→ **YOUR INSTRUCTIONS**:
Your copy should repeat each record below exactly and contain no images.

→ **Stored dataset items**:
════════════════════

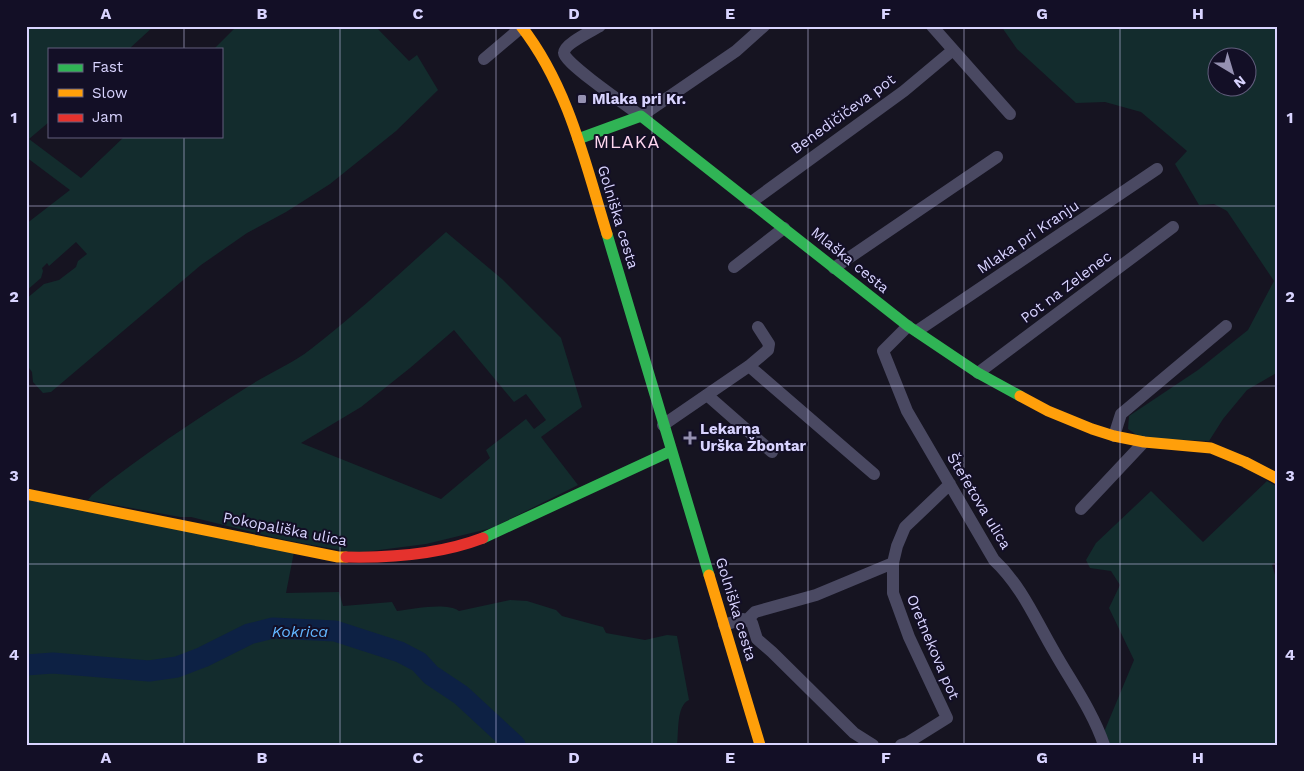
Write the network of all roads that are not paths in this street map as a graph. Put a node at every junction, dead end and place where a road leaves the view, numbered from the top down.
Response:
1 (600, 26) edge
2 (764, 26) edge
3 (932, 26) edge
4 (522, 27) edge
5 (953, 50) junction
6 (484, 59) dead end
7 (1010, 114) dead end
8 (641, 116) junction
9 (578, 139) junction
10 (997, 157) dead end
11 (1157, 169) dead end
12 (750, 203) junction
13 (784, 228) junction
14 (1173, 228) dead end
15 (734, 267) dead end
16 (834, 268) junction
17 (1226, 326) dead end
18 (758, 328) dead end
19 (912, 328) junction
20 (749, 366) junction
21 (978, 372) junction
22 (707, 395) junction
23 (663, 425) junction
24 (1114, 436) junction
25 (1144, 442) junction
26 (671, 451) junction
27 (772, 452) dead end
28 (874, 474) dead end
29 (1278, 479) edge
30 (950, 484) junction
31 (26, 494) edge
32 (1081, 509) dead end
33 (892, 563) junction
34 (747, 620) junction
35 (724, 625) junction
36 (760, 745) edge
37 (873, 745) edge
38 (901, 745) edge
39 (1104, 745) edge

1 - 8 street
2 - 8 street
3 - 5 street
4 - 6 street, Golniška cesta
4 - 9 street, Golniška cesta
5 - 7 street
5 - 12 street, Benedičičeva pot
8 - 9 street
8 - 12 street, Mlaška cesta
9 - 23 street, Golniška cesta
10 - 16 street
11 - 19 street, Mlaka pri Kranju
12 - 13 street, Mlaška cesta
13 - 15 street
13 - 16 street, Mlaška cesta
14 - 21 street, Pot na Zelenec
16 - 19 street, Mlaška cesta
17 - 24 street
18 - 20 street
19 - 21 street, Mlaška cesta
19 - 30 street, Štefetova ulica
20 - 22 street
20 - 28 street
21 - 24 street, Mlaška cesta
22 - 23 street
22 - 27 street
23 - 26 street, Golniška cesta
24 - 25 street, Mlaška cesta
25 - 29 street, Mlaška cesta
25 - 32 street
26 - 31 street, Pokopališka ulica
26 - 35 street, Golniška cesta
30 - 33 street, Oretnekova pot
30 - 39 street, Štefetova ulica
33 - 34 street
33 - 38 street, Oretnekova pot
34 - 35 street
34 - 37 street
35 - 36 street, Golniška cesta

════════════════════

→ **ANSWER BOX**:
Write the network of all roads that are not paths in this street map as a graph. Put a node at every junction, dead end and place where a road leaves the view, numbered from the top down.
Response:
1 (600, 26) edge
2 (764, 26) edge
3 (932, 26) edge
4 (522, 27) edge
5 (953, 50) junction
6 (484, 59) dead end
7 (1010, 114) dead end
8 (641, 116) junction
9 (578, 139) junction
10 (997, 157) dead end
11 (1157, 169) dead end
12 (750, 203) junction
13 (784, 228) junction
14 (1173, 228) dead end
15 (734, 267) dead end
16 (834, 268) junction
17 (1226, 326) dead end
18 (758, 328) dead end
19 (912, 328) junction
20 (749, 366) junction
21 (978, 372) junction
22 (707, 395) junction
23 (663, 425) junction
24 (1114, 436) junction
25 (1144, 442) junction
26 (671, 451) junction
27 (772, 452) dead end
28 (874, 474) dead end
29 (1278, 479) edge
30 (950, 484) junction
31 (26, 494) edge
32 (1081, 509) dead end
33 (892, 563) junction
34 (747, 620) junction
35 (724, 625) junction
36 (760, 745) edge
37 (873, 745) edge
38 (901, 745) edge
39 (1104, 745) edge

1 - 8 street
2 - 8 street
3 - 5 street
4 - 6 street, Golniška cesta
4 - 9 street, Golniška cesta
5 - 7 street
5 - 12 street, Benedičičeva pot
8 - 9 street
8 - 12 street, Mlaška cesta
9 - 23 street, Golniška cesta
10 - 16 street
11 - 19 street, Mlaka pri Kranju
12 - 13 street, Mlaška cesta
13 - 15 street
13 - 16 street, Mlaška cesta
14 - 21 street, Pot na Zelenec
16 - 19 street, Mlaška cesta
17 - 24 street
18 - 20 street
19 - 21 street, Mlaška cesta
19 - 30 street, Štefetova ulica
20 - 22 street
20 - 28 street
21 - 24 street, Mlaška cesta
22 - 23 street
22 - 27 street
23 - 26 street, Golniška cesta
24 - 25 street, Mlaška cesta
25 - 29 street, Mlaška cesta
25 - 32 street
26 - 31 street, Pokopališka ulica
26 - 35 street, Golniška cesta
30 - 33 street, Oretnekova pot
30 - 39 street, Štefetova ulica
33 - 34 street
33 - 38 street, Oretnekova pot
34 - 35 street
34 - 37 street
35 - 36 street, Golniška cesta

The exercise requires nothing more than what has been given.